Hemingway moved to Milan, Italy in 1983, where he pursued a writing and translating career. His articles have appeared in several Italian newspapers such as l'Unità and Libero, and in American magazines and literary journals.

He has published the novel Bacchanalia: A Pamplona Story, inspired by his visits to the San Fermín festival, and has also prefaced the book Hemingway in Pamplona, by Miguel Izu.
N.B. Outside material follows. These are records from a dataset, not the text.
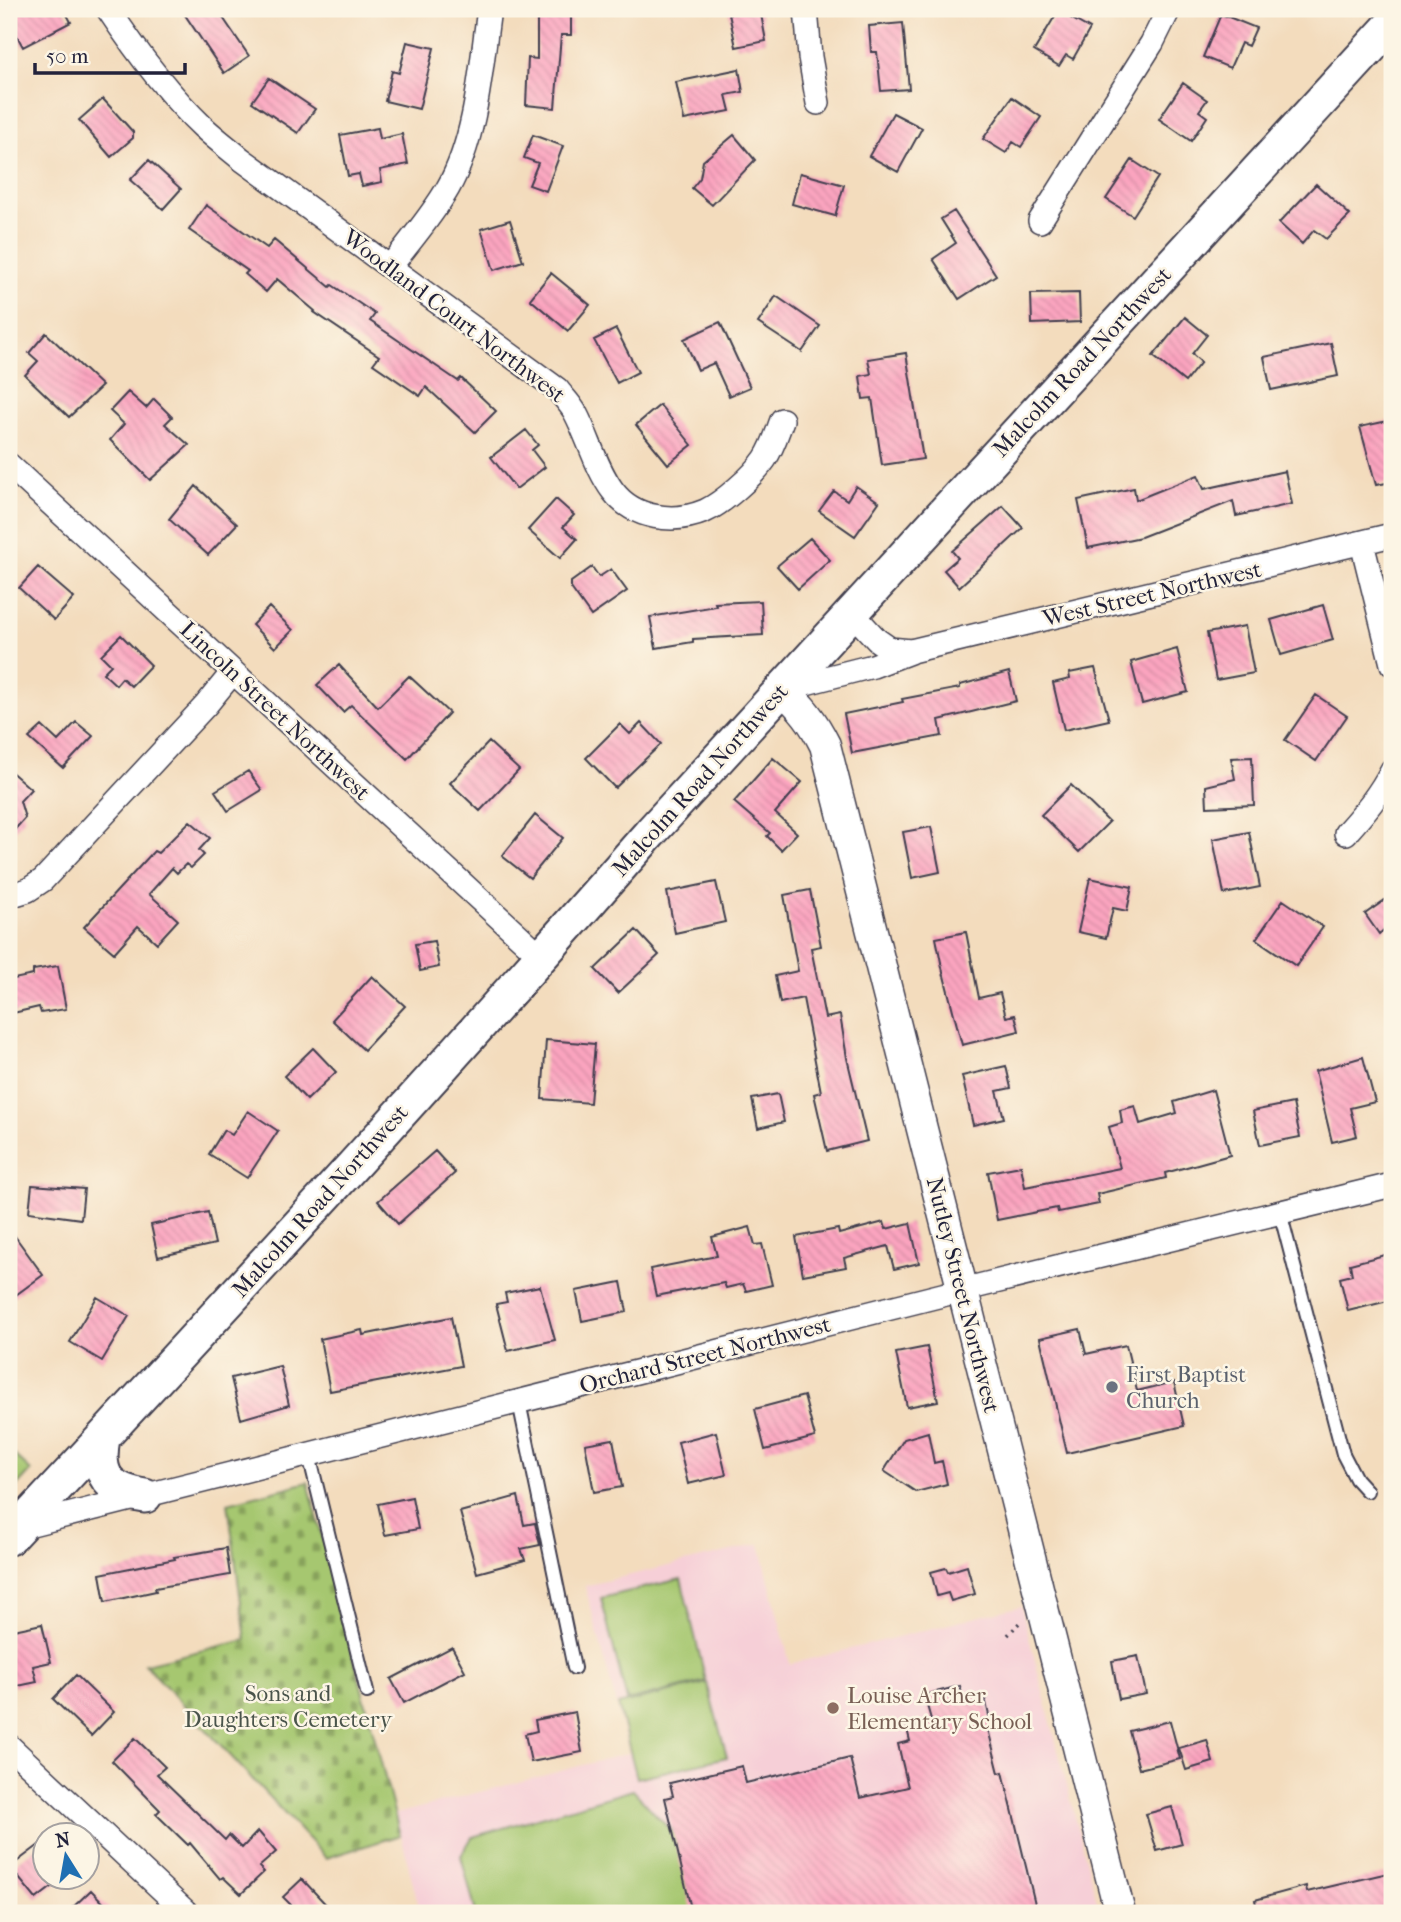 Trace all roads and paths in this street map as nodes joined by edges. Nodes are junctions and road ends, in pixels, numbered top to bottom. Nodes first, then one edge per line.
1 (108, 9) edge
2 (489, 9) edge
3 (806, 9) edge
4 (1170, 9) edge
5 (1392, 24) edge
6 (818, 103) dead end
7 (1040, 221) dead end
8 (390, 267) junction
9 (782, 420) dead end
10 (9, 465) edge
11 (1392, 535) edge
12 (1362, 543) junction
13 (852, 613) junction
14 (911, 651) junction
15 (1392, 664) edge
16 (233, 672) junction
17 (782, 689) junction
18 (1392, 770) edge
19 (1346, 833) dead end
20 (9, 896) edge
21 (542, 957) junction
22 (1392, 1185) edge
23 (1280, 1212) junction
24 (962, 1290) junction
25 (519, 1402) junction
26 (103, 1438) junction
27 (309, 1455) junction
28 (1367, 1491) dead end
29 (145, 1496) junction
30 (14, 1533) edge
31 (1021, 1620) dead end
32 (1009, 1635) dead end
33 (574, 1668) dead end
34 (367, 1692) dead end
35 (9, 1746) edge
36 (187, 1913) edge
37 (1119, 1913) edge

1 - 8 street, Woodland Court Northwest
2 - 8 street
3 - 6 street
4 - 7 street
5 - 13 main road, Malcolm Road Northwest
8 - 9 street, Woodland Court Northwest
10 - 16 street, Lincoln Street Northwest
11 - 12 street, West Street Northwest
12 - 14 street, West Street Northwest
12 - 15 street
13 - 14 street
13 - 17 main road, Malcolm Road Northwest
14 - 17 street, West Street Northwest
16 - 20 street
16 - 21 street, Lincoln Street Northwest
17 - 21 main road, Malcolm Road Northwest
17 - 24 street, Nutley Street Northwest
18 - 19 street
21 - 26 main road, Malcolm Road Northwest
22 - 23 street, Orchard Street Northwest
23 - 24 street, Orchard Street Northwest
23 - 28 lane
24 - 25 street, Orchard Street Northwest
24 - 37 street, Nutley Street Northwest
25 - 27 street, Orchard Street Northwest
25 - 33 lane
26 - 29 main road
26 - 30 main road, Malcolm Road Northwest
27 - 29 street, Orchard Street Northwest
27 - 34 lane
29 - 30 street, Orchard Street Northwest
31 - 32 path
35 - 36 street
Hemingway is currently working on a collection of short stories.

Personal life
As revealed in his memoir, Strange Tribe, Hemingway had a difficult childhood. His father suffered from bipolar disorder and his mother, Alice Thomas, is schizophrenic. Hemingway spent his early years being shuffled from one home to another, and dealing with his dysfunctional family. He eventually went to study history and Italian at U.C.L.A. and after graduating moved to Italy, as a way of distancing himself from his troubled family background. One of the unresolved questions for him was how his father, a cross-dresser and transsexual, could fit with the image that the public has of his grandfather as an icon of male masculinity.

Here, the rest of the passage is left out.